--- RECORDS PROVIDED Enclosed Below ---
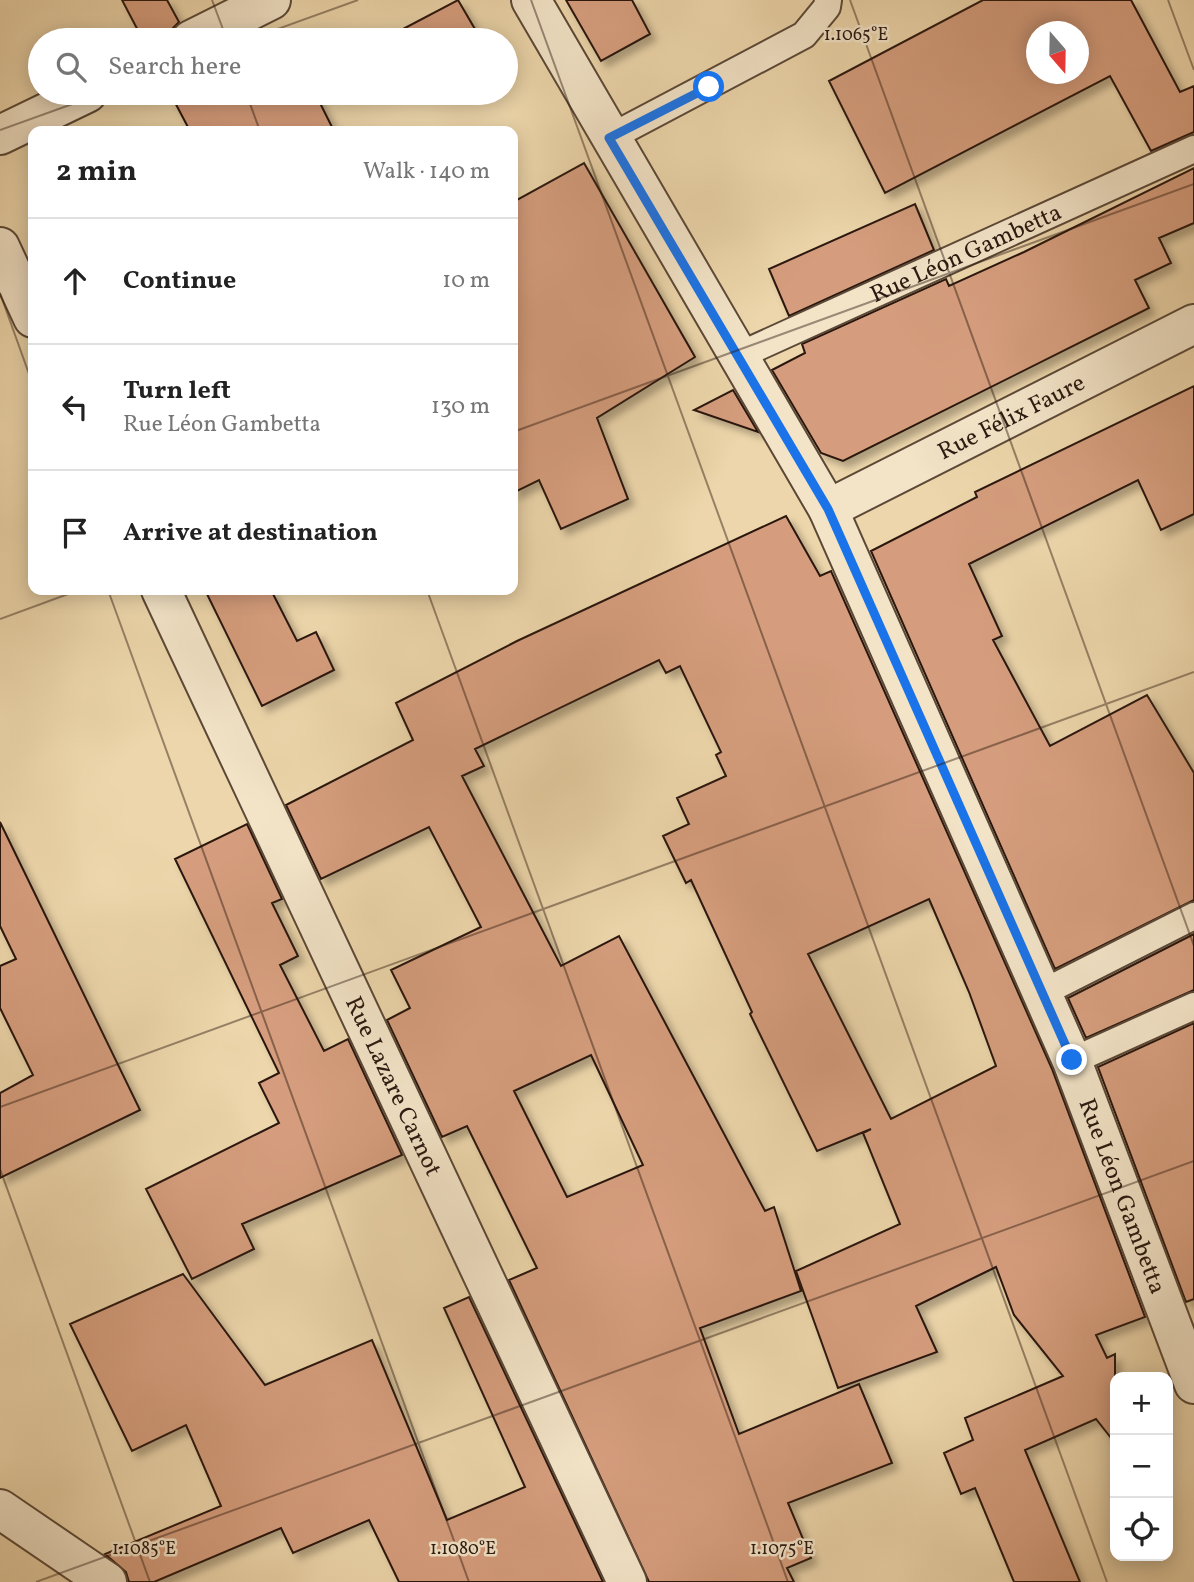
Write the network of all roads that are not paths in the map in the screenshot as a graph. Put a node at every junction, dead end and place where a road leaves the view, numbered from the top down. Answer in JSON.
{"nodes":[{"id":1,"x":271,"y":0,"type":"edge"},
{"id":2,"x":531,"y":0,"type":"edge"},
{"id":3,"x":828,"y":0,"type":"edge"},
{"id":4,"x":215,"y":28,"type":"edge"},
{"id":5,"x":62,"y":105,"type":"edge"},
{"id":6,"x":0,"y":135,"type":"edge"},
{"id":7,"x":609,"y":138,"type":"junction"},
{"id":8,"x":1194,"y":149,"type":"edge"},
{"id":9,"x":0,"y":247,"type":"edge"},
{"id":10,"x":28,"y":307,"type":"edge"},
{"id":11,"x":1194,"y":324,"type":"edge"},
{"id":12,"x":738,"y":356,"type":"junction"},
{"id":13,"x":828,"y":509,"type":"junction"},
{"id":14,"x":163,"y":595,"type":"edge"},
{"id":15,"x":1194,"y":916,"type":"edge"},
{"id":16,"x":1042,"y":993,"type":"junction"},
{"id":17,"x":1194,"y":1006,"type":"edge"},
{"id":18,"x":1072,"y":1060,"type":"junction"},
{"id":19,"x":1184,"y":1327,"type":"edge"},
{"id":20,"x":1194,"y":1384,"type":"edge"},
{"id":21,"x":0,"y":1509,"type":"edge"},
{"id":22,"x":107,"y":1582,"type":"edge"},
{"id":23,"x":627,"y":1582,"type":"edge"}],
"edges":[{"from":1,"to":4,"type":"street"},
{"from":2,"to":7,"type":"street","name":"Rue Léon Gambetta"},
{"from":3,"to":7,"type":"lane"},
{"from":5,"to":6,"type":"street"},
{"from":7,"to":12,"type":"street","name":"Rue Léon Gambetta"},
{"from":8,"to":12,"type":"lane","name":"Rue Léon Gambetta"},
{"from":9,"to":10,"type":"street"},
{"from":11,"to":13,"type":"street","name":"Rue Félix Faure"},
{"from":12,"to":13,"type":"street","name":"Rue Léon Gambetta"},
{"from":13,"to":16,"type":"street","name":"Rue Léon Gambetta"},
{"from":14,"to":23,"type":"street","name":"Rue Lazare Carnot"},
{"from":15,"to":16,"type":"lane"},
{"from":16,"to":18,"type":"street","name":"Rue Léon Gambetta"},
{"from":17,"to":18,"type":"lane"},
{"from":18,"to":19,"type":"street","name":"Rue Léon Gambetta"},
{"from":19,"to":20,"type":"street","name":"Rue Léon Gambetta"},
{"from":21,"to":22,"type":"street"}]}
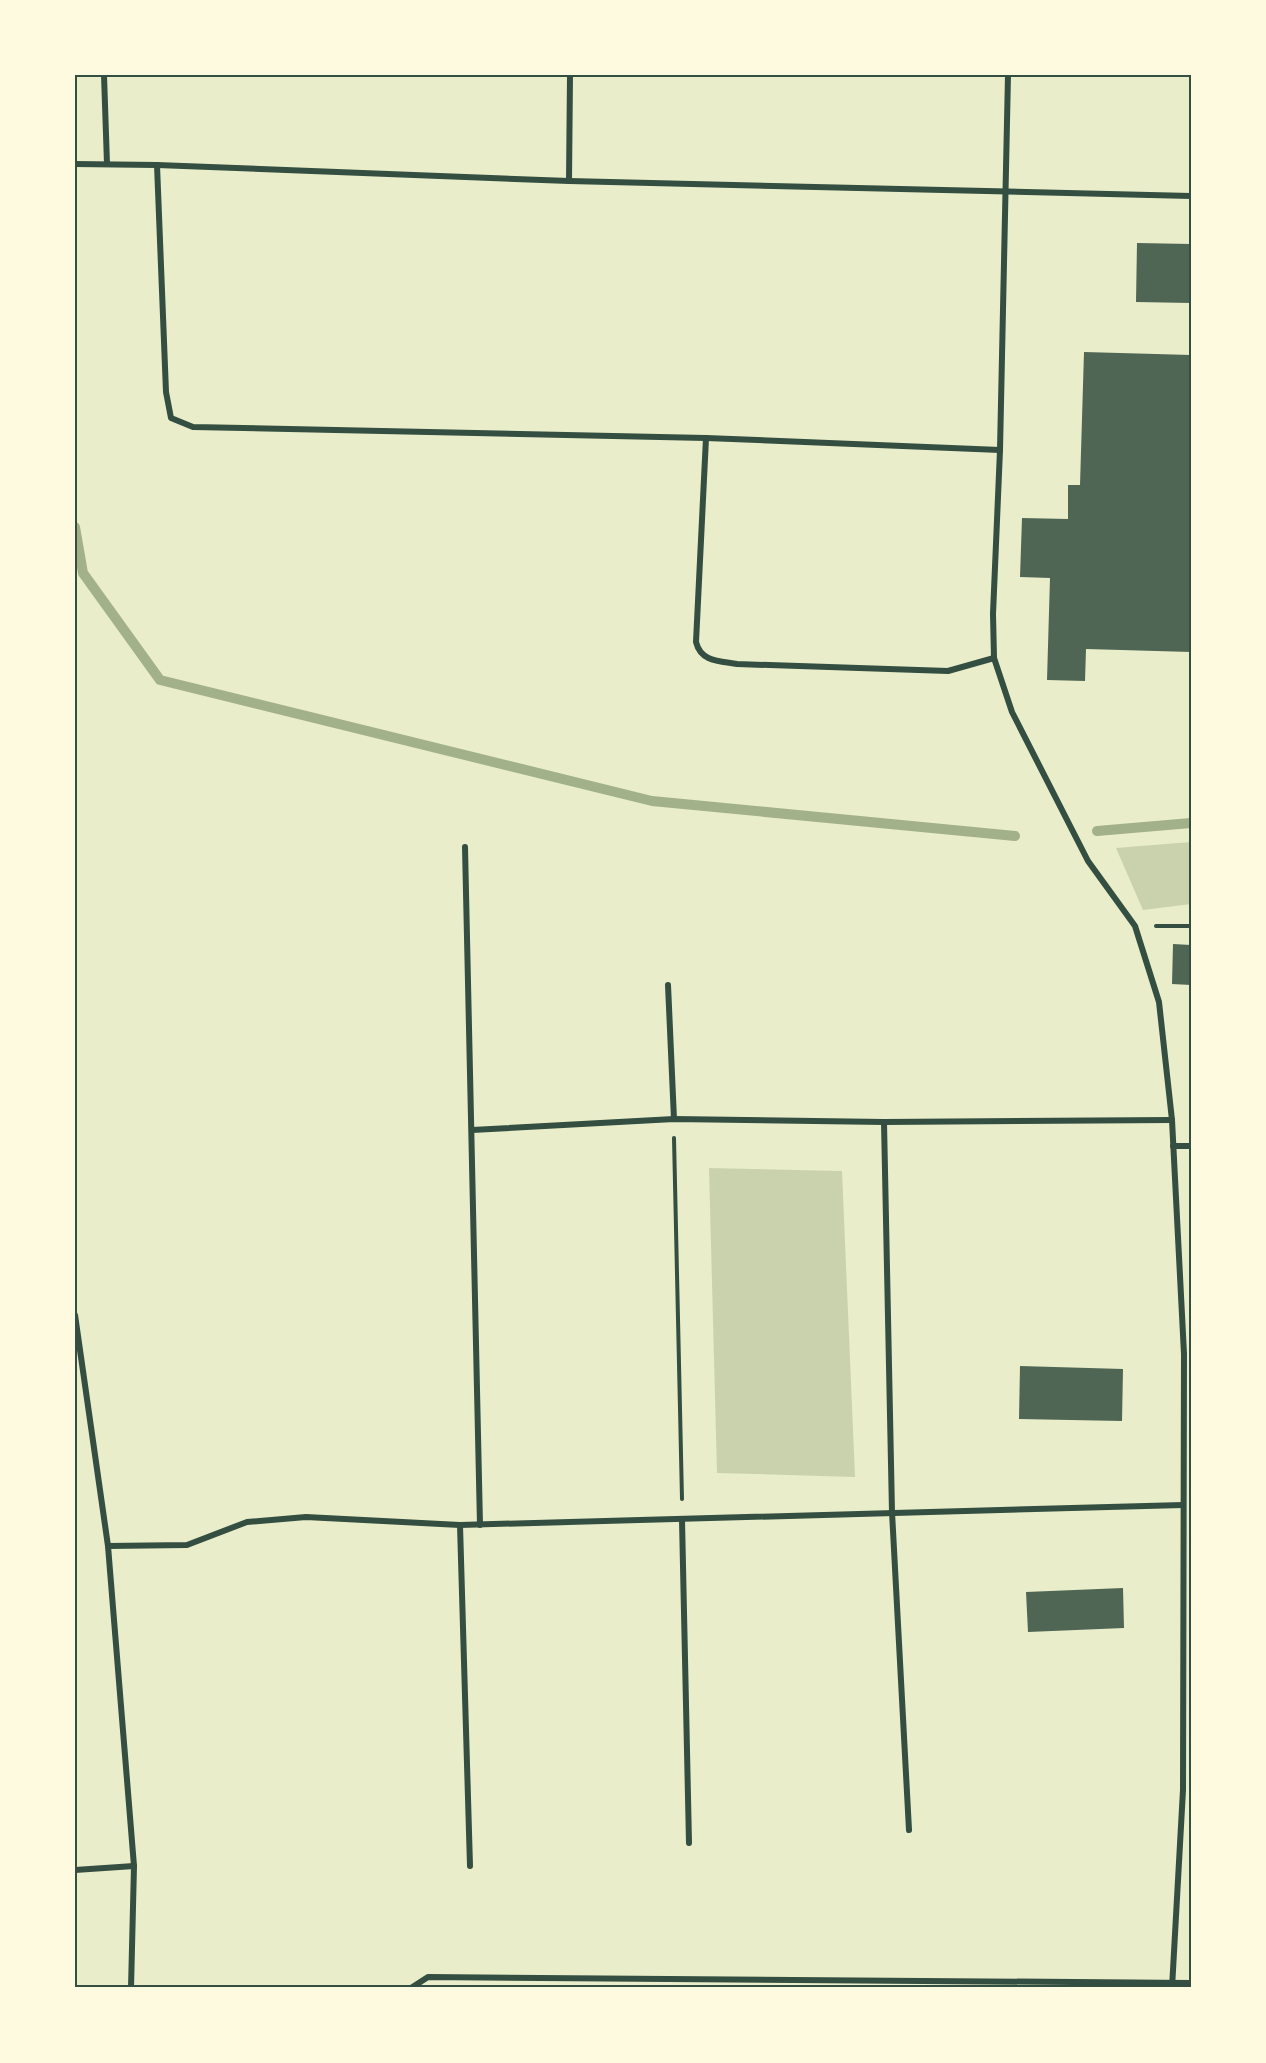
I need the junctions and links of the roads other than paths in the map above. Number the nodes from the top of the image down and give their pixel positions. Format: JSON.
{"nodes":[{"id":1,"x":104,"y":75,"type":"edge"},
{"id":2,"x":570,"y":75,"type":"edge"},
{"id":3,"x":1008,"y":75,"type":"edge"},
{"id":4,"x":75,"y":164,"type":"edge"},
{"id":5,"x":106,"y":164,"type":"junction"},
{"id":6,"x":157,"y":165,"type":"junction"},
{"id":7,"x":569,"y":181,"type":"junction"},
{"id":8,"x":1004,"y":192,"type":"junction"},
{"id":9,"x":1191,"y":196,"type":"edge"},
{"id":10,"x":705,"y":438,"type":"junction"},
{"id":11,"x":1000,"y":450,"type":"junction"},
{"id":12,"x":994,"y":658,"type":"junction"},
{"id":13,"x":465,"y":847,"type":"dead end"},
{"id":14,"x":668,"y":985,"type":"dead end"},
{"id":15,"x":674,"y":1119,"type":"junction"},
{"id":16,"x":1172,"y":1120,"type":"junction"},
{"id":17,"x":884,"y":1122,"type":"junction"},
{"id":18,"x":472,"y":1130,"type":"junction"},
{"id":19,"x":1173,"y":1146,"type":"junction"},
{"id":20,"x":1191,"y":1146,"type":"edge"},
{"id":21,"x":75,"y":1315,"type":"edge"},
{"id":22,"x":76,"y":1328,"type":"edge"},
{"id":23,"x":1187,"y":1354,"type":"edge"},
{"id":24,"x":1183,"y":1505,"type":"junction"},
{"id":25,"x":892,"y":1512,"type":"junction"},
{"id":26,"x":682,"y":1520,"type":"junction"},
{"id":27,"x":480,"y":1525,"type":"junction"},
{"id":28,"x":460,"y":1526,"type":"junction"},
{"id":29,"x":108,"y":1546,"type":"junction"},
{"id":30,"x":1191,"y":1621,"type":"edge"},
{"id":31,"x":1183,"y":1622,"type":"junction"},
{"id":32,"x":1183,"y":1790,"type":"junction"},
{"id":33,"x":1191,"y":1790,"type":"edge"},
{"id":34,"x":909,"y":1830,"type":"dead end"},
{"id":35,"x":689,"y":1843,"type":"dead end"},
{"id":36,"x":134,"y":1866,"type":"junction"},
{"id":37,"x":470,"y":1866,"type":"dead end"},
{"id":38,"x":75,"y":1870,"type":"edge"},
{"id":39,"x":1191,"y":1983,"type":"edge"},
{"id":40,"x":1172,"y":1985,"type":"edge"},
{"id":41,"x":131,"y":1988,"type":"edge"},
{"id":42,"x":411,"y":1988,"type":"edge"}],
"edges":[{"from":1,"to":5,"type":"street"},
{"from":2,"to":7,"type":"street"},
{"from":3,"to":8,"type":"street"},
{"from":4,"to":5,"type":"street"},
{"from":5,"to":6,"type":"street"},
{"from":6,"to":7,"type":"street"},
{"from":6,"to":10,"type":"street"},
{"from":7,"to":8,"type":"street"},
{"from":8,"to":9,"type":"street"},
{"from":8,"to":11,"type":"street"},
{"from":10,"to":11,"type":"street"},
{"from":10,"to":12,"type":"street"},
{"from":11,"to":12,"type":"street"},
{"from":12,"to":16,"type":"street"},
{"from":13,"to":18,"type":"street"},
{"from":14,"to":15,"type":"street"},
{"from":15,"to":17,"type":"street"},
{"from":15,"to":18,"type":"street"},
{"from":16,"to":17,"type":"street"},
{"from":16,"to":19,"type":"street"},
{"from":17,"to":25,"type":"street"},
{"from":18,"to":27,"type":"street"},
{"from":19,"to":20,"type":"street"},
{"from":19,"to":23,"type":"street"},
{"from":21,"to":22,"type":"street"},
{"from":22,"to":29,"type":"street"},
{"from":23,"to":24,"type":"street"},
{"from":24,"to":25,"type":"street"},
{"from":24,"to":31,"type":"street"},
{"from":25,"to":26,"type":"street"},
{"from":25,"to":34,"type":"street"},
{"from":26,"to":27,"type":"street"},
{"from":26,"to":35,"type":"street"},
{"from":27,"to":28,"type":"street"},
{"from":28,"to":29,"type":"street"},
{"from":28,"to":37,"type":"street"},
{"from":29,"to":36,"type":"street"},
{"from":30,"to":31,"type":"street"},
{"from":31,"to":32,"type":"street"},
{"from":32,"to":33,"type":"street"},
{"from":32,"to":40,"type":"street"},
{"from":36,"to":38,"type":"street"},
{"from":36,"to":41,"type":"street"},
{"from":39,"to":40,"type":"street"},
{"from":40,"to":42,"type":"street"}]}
--- End of Enclosed RECORDS PROVIDED ---
Each line above with the word "JSON" needs to be copied.

-- RESPONSE BELOW --
Write the network of all roads that are not paths in the map in the screenshot as a graph. Put a node at every junction, dead end and place where a road leaves the view, numbered from the top down. Answer in JSON.
I need the junctions and links of the roads other than paths in the map above. Number the nodes from the top of the image down and give their pixel positions. Format: JSON.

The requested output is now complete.